An age-old managerial truth says it is several times cheaper to retain an employee than to hire a new one. But how to achieve this in a situation when the labour market is much more in favour of employees looking for a new job?
Never Stop Communicating
Communication, just like in so many other areas of our lives, is fundamental. In our part of the world, open conversations about salaries are still not commonplace, but they can often be the key to retaining a smart employee and nipping any sources of dissatisfaction in the bud.

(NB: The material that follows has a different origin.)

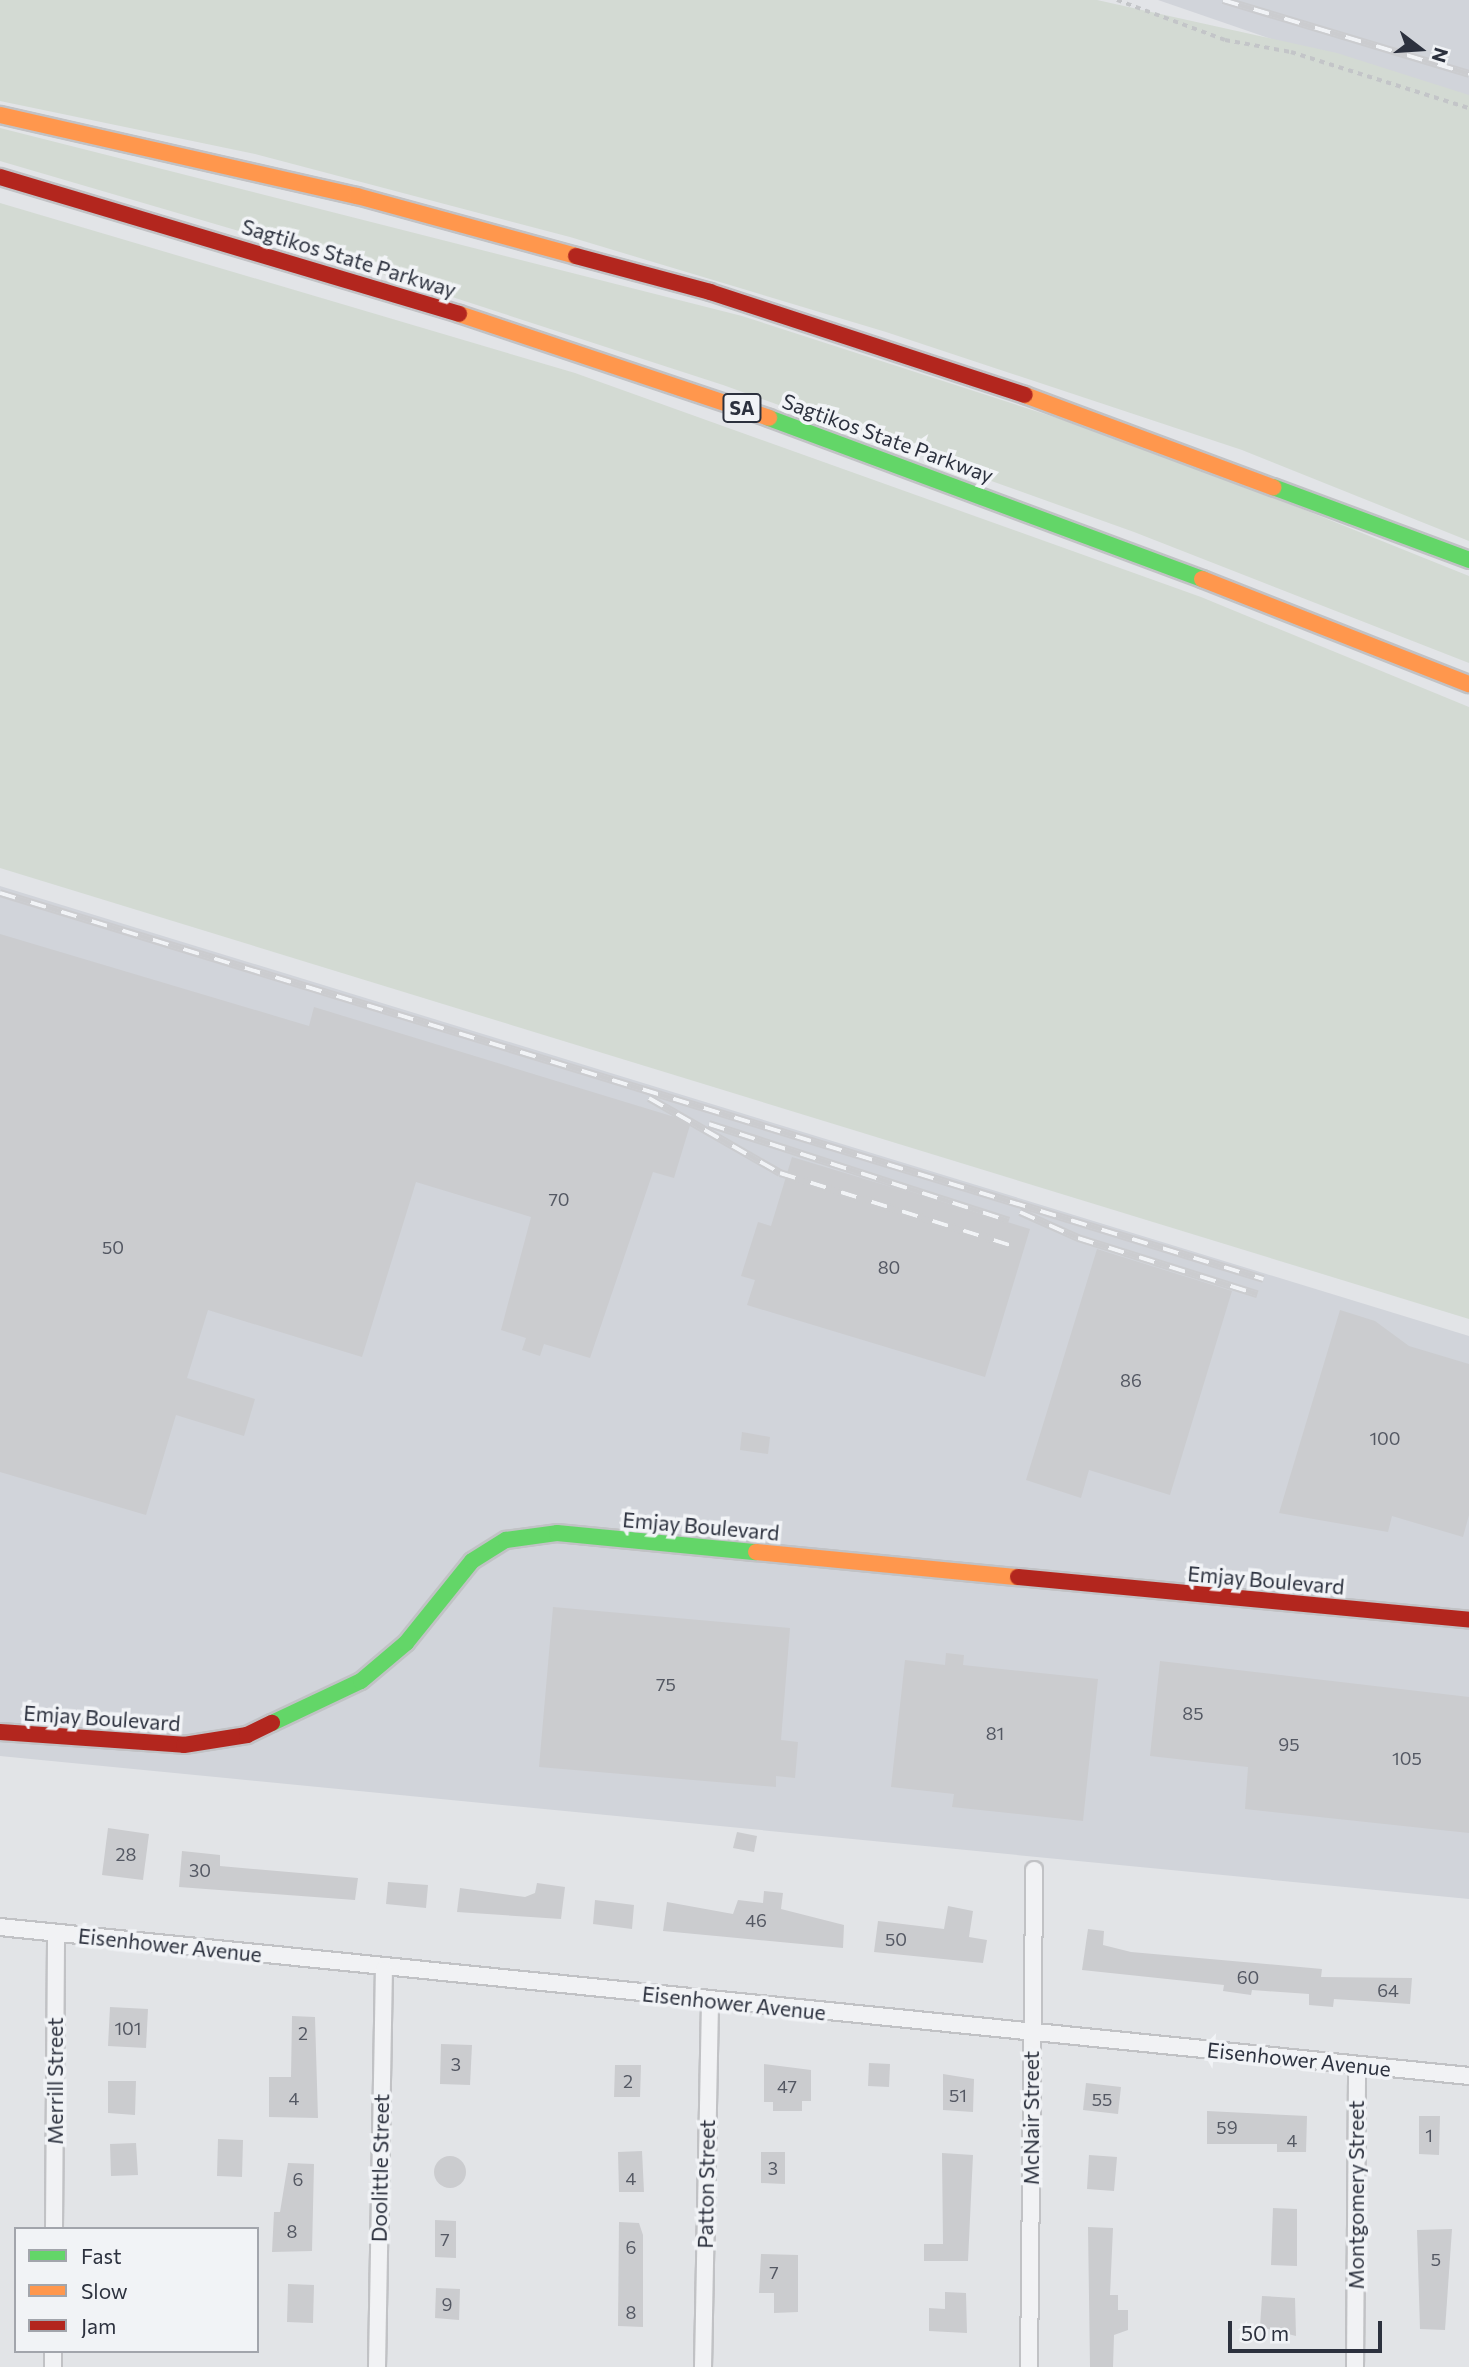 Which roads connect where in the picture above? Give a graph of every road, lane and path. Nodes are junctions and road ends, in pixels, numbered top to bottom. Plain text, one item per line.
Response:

In this case, it is not so much about meeting all of the employee's requirements. On the contrary, an open discussion in which you also talk about the company's capabilities and boundaries, and the reasons why you may not be able to meet all of the employee's requirements, can ultimately lead to the establishment of honest communication and the creation of mutual trust that will keep the person with the company.
It Is Not Just Money
Salary is only one component of what you as a manager can provide to your employees. You also have a number of non-financial benefits that, when comparing similar job offers, can ultimately make the difference between keeping or losing a valuable employee.
You have a variety of recreation, sports and fund allowances on hand. Not to be underestimated is also the offer of various company parties or team building events - but the key is to know your employee and to be able to offer them what they (and their personality) really starves for.
Offer Real Flexibility
Home-office is just one of the flexibility options, which we have enjoyed to the max in recent months. The real competitive advantage can be real flexibility - not only the (home)office one, but also time flexibility - the most flexible possible arrival and departure times.
Yet looming over all the points mentioned is one that separates the good managers from the best - overview. The ideal manager knows their employees, perceives their work and knows when it is time for a short encouragement and when a longer interview or a review of salary conditions is in order. It is this kind of a long-term and systematic effort that then bears fruit in times like these, when the market is skewed to the employees' side.